Proper initial placement of the trocars is essential to facilitate completion of the procedure. Trocars should be placed away from the defect, far enough to allow the surgeon to work at a reasonable angle to fix the defect, but close enough to allow the instruments to reach the furthest part of the mesh. Surgeon and assistant typically work from one side of the defect, but must be able to alter their positions and placement of the scope and instruments through their ports to work around all sides of the hernia. Primary and slave video monitors are needed if the surgeon will be working from more than one angle, which is often the case (Fig. 7.2).
Fig. 7.2
Illustration of typical patient setup
Operative Technique
The patient is placed under general anesthesia with complete muscle relaxation. The arm on the side where the surgeon plans to work should be tucked to allow the surgeon and assistant to operate without restriction. Foley catheter placement may be necessary for lower abdominal hernias and cases that are expected to take a long time. The abdomen should be prepped and draped as widely as possible. Initial planning for trocar placement is critical.
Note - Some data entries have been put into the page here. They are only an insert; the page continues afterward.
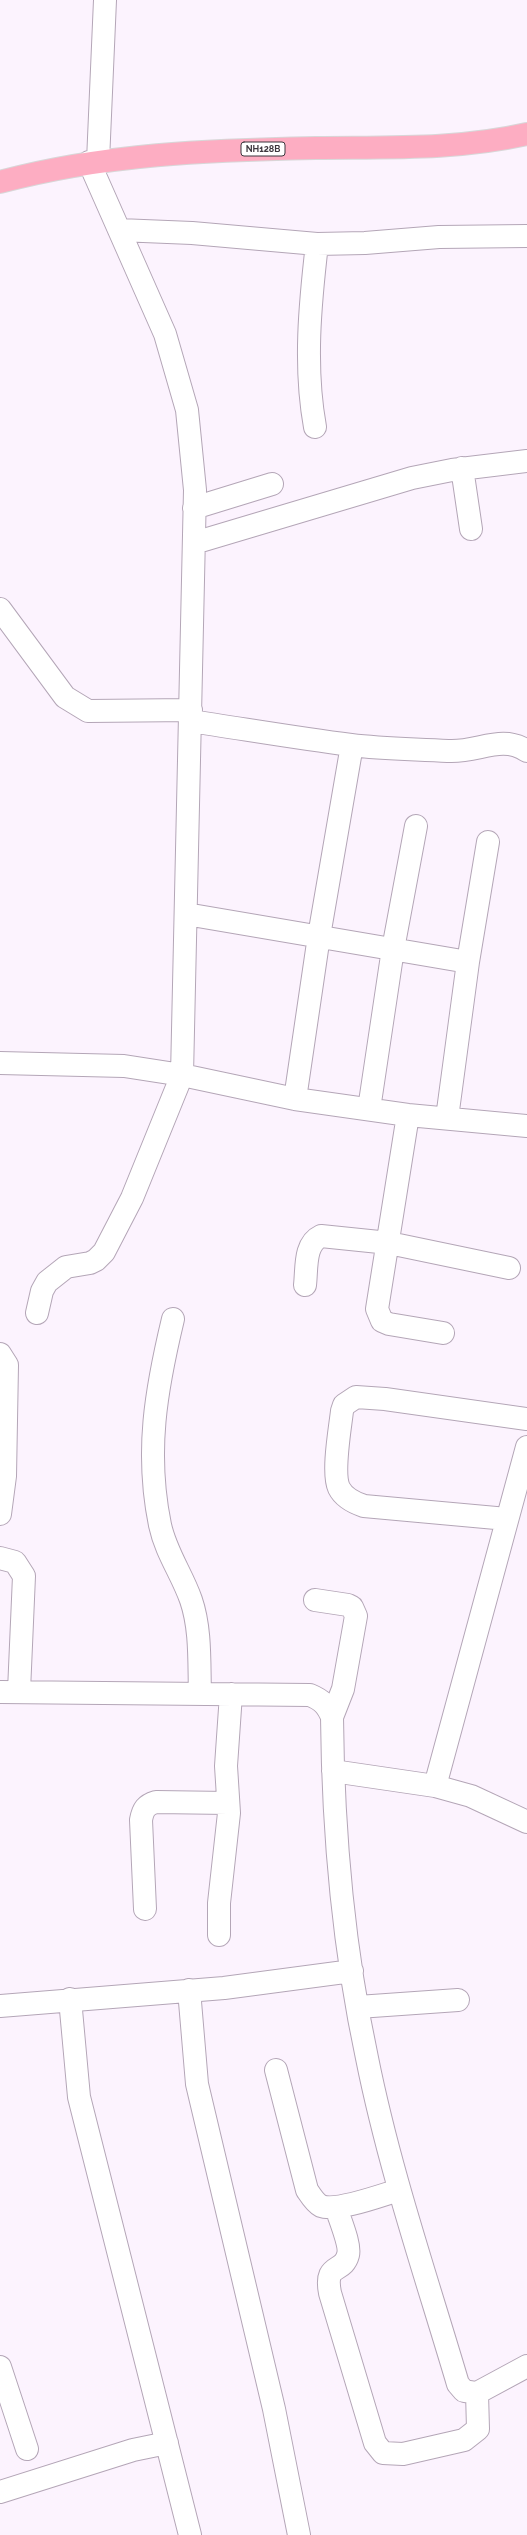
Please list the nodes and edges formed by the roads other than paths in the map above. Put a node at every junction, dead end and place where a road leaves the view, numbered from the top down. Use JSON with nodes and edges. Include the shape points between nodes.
{"nodes":[{"id":1,"x":106,"y":0,"type":"edge"},
{"id":2,"x":527,"y":134,"type":"edge"},
{"id":3,"x":93,"y":161,"type":"junction"},
{"id":4,"x":0,"y":182,"type":"edge"},
{"id":5,"x":119,"y":230,"type":"junction"},
{"id":6,"x":527,"y":236,"type":"edge"},
{"id":7,"x":317,"y":244,"type":"junction"},
{"id":8,"x":315,"y":427,"type":"dead end"},
{"id":9,"x":527,"y":461,"type":"edge"},
{"id":10,"x":462,"y":468,"type":"junction"},
{"id":11,"x":272,"y":484,"type":"dead end"},
{"id":12,"x":194,"y":508,"type":"junction"},
{"id":13,"x":471,"y":529,"type":"dead end"},
{"id":14,"x":194,"y":543,"type":"junction"},
{"id":15,"x":0,"y":609,"type":"edge"},
{"id":16,"x":191,"y":715,"type":"junction"},
{"id":17,"x":352,"y":745,"type":"junction"},
{"id":18,"x":527,"y":751,"type":"edge"},
{"id":19,"x":416,"y":826,"type":"dead end"},
{"id":20,"x":488,"y":842,"type":"dead end"},
{"id":21,"x":186,"y":914,"type":"junction"},
{"id":22,"x":319,"y":936,"type":"junction"},
{"id":23,"x":393,"y":949,"type":"junction"},
{"id":24,"x":468,"y":962,"type":"junction"},
{"id":25,"x":0,"y":1063,"type":"edge"},
{"id":26,"x":182,"y":1075,"type":"junction"},
{"id":27,"x":295,"y":1099,"type":"junction"},
{"id":28,"x":369,"y":1109,"type":"junction"},
{"id":29,"x":408,"y":1115,"type":"junction"},
{"id":30,"x":447,"y":1118,"type":"junction"},
{"id":31,"x":526,"y":1121,"type":"edge"},
{"id":32,"x":389,"y":1243,"type":"junction"},
{"id":33,"x":509,"y":1268,"type":"dead end"},
{"id":34,"x":305,"y":1285,"type":"dead end"},
{"id":35,"x":37,"y":1313,"type":"dead end"},
{"id":36,"x":173,"y":1318,"type":"dead end"},
{"id":37,"x":443,"y":1333,"type":"dead end"},
{"id":38,"x":0,"y":1354,"type":"edge"},
{"id":39,"x":527,"y":1419,"type":"edge"},
{"id":40,"x":527,"y":1447,"type":"edge"},
{"id":41,"x":0,"y":1514,"type":"edge"},
{"id":42,"x":508,"y":1519,"type":"junction"},
{"id":43,"x":0,"y":1558,"type":"edge"},
{"id":44,"x":315,"y":1600,"type":"dead end"},
{"id":45,"x":10,"y":1691,"type":"edge"},
{"id":46,"x":200,"y":1694,"type":"junction"},
{"id":47,"x":231,"y":1694,"type":"junction"},
{"id":48,"x":332,"y":1717,"type":"junction"},
{"id":49,"x":333,"y":1771,"type":"junction"},
{"id":50,"x":435,"y":1786,"type":"junction"},
{"id":51,"x":228,"y":1803,"type":"junction"},
{"id":52,"x":527,"y":1822,"type":"edge"},
{"id":53,"x":145,"y":1908,"type":"dead end"},
{"id":54,"x":219,"y":1935,"type":"dead end"},
{"id":55,"x":352,"y":1971,"type":"junction"},
{"id":56,"x":189,"y":1990,"type":"junction"},
{"id":57,"x":70,"y":1999,"type":"junction"},
{"id":58,"x":458,"y":2000,"type":"dead end"},
{"id":59,"x":0,"y":2006,"type":"edge"},
{"id":60,"x":358,"y":2007,"type":"junction"},
{"id":61,"x":276,"y":2070,"type":"dead end"},
{"id":62,"x":400,"y":2190,"type":"junction"},
{"id":63,"x":336,"y":2207,"type":"junction"},
{"id":64,"x":527,"y":2366,"type":"edge"},
{"id":65,"x":0,"y":2367,"type":"edge"},
{"id":66,"x":477,"y":2393,"type":"junction"},
{"id":67,"x":167,"y":2443,"type":"junction"},
{"id":68,"x":27,"y":2449,"type":"dead end"},
{"id":69,"x":0,"y":2492,"type":"edge"},
{"id":70,"x":190,"y":2535,"type":"edge"},
{"id":71,"x":299,"y":2535,"type":"edge"}],
"edges":[{"from":1,"to":3,"type":"street"},
{"from":2,"to":3,"type":"highway","number":"NH128B","via":[[438,146],[182,151]]},
{"from":3,"to":4,"type":"highway","number":"NH128B"},
{"from":3,"to":5,"type":"street"},
{"from":5,"to":7,"type":"street","via":[[192,233]]},
{"from":5,"to":12,"type":"street","via":[[165,334],[187,410]]},
{"from":6,"to":7,"type":"street","via":[[439,237],[365,244]]},
{"from":7,"to":8,"type":"street","via":[[310,321],[311,406]]},
{"from":9,"to":10,"type":"street"},
{"from":10,"to":13,"type":"street"},
{"from":10,"to":14,"type":"street","via":[[372,489]]},
{"from":11,"to":12,"type":"street"},
{"from":12,"to":14,"type":"street"},
{"from":14,"to":16,"type":"street"},
{"from":15,"to":16,"type":"street","via":[[65,697],[77,707],[88,711]]},
{"from":16,"to":17,"type":"street"},
{"from":16,"to":21,"type":"street"},
{"from":17,"to":18,"type":"street","via":[[457,752],[506,742]]},
{"from":17,"to":22,"type":"street"},
{"from":19,"to":23,"type":"street"},
{"from":20,"to":24,"type":"street"},
{"from":21,"to":22,"type":"street"},
{"from":21,"to":26,"type":"street"},
{"from":22,"to":23,"type":"street"},
{"from":22,"to":27,"type":"street"},
{"from":23,"to":24,"type":"street"},
{"from":23,"to":28,"type":"street"},
{"from":24,"to":30,"type":"street"},
{"from":25,"to":26,"type":"street","via":[[124,1066]]},
{"from":26,"to":27,"type":"street"},
{"from":26,"to":35,"type":"street","via":[[132,1198],[104,1252],[90,1263],[66,1267],[47,1282]]},
{"from":27,"to":28,"type":"street"},
{"from":28,"to":29,"type":"street"},
{"from":29,"to":30,"type":"street"},
{"from":29,"to":32,"type":"street"},
{"from":30,"to":31,"type":"street"},
{"from":32,"to":33,"type":"street"},
{"from":32,"to":34,"type":"street","via":[[321,1236],[310,1245]]},
{"from":32,"to":37,"type":"street","via":[[377,1309],[382,1321]]},
{"from":36,"to":46,"type":"street","via":[[154,1410],[151,1449],[153,1481],[160,1526],[169,1557],[189,1595],[195,1617],[199,1645]]},
{"from":38,"to":41,"type":"street","via":[[7,1365],[5,1476]]},
{"from":39,"to":42,"type":"street","via":[[356,1397],[344,1405],[342,1411],[337,1477],[339,1488],[354,1502],[364,1506]]},
{"from":40,"to":42,"type":"street"},
{"from":42,"to":50,"type":"street"},
{"from":43,"to":45,"type":"street","via":[[15,1562],[21,1567],[26,1584]]},
{"from":44,"to":48,"type":"street","via":[[348,1605],[352,1607],[356,1616],[343,1689]]},
{"from":45,"to":46,"type":"street"},
{"from":46,"to":47,"type":"street"},
{"from":47,"to":48,"type":"street","via":[[310,1695],[321,1700]]},
{"from":47,"to":51,"type":"street","via":[[226,1766]]},
{"from":48,"to":49,"type":"street"},
{"from":49,"to":50,"type":"street"},
{"from":49,"to":55,"type":"street","via":[[336,1842]]},
{"from":50,"to":52,"type":"street","via":[[471,1796]]},
{"from":51,"to":53,"type":"street","via":[[156,1802],[148,1804],[143,1810],[141,1820]]},
{"from":51,"to":54,"type":"street","via":[[227,1840],[219,1903]]},
{"from":55,"to":56,"type":"street"},
{"from":55,"to":60,"type":"street"},
{"from":56,"to":57,"type":"street"},
{"from":56,"to":71,"type":"street","via":[[197,2084],[274,2409]]},
{"from":57,"to":59,"type":"street"},
{"from":57,"to":67,"type":"street","via":[[79,2097]]},
{"from":58,"to":60,"type":"street"},
{"from":60,"to":62,"type":"street","via":[[366,2057]]},
{"from":61,"to":63,"type":"street","via":[[307,2190],[320,2206]]},
{"from":62,"to":63,"type":"street"},
{"from":62,"to":66,"type":"street","via":[[458,2384],[464,2391]]},
{"from":63,"to":66,"type":"street","via":[[349,2249],[348,2256],[329,2274],[327,2282],[375,2443],[383,2453],[403,2454],[464,2440],[478,2429]]},
{"from":64,"to":66,"type":"street"},
{"from":65,"to":68,"type":"street"},
{"from":67,"to":69,"type":"street","via":[[133,2450]]},
{"from":67,"to":70,"type":"street"}]}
If the hernia is in the midline, the first choice for Veress needle placement is at the costal margin in the left upper quadrant. The abdominal wall is fixed at this point, the liver is not near the entry point, and most patients have not had surgery in this region. The right upper quadrant would be an alternative if prior left upper quadrant surgery has been performed. A laparoscopic port can then be placed at any desired location. If a Hasson approach is going to be utilized, then placement can be in either the right or left abdomen, depending on lowest expected adhesions. The angled 5 mm laparoscope is then inserted, and the additional 2 or 3 ports can be placed under direct vision. A 4-port technique is useful to allow the surgeon to operate with both hands, the assistant to hold the scope and provide additional retraction with a grasper. The ports are best arrayed in a semicircle around about half the circumference of the hernia. When placing the ports, consider that mesh will overlap normal fascia 5 cm away from the hernia defect; ports placed too close to the defect will not be of use to secure the mesh. One port must be at least 10 mm to accommodate introduction of the mesh (Fig. 7.3).
Fig. 7.3
Port placement for periumbilical midline hernia
Once all ports are placed, the first step is reduction of the hernia and lysis of adhesions to the anterior abdominal wall. The surgeon should identify any bowel adherent or incarcerated and take special care to use only atraumatic graspers there. Omentum can be grasped with traumatic instruments. Scissor dissection, monopolar cautery, bipolar cautery, and ultrasonic dissection are all appropriate options, but care must be taken when using cautery around the bowel. Clearing away all adhesions widely around the hernia defect is important to allow placement of the mesh (Fig. 7.4).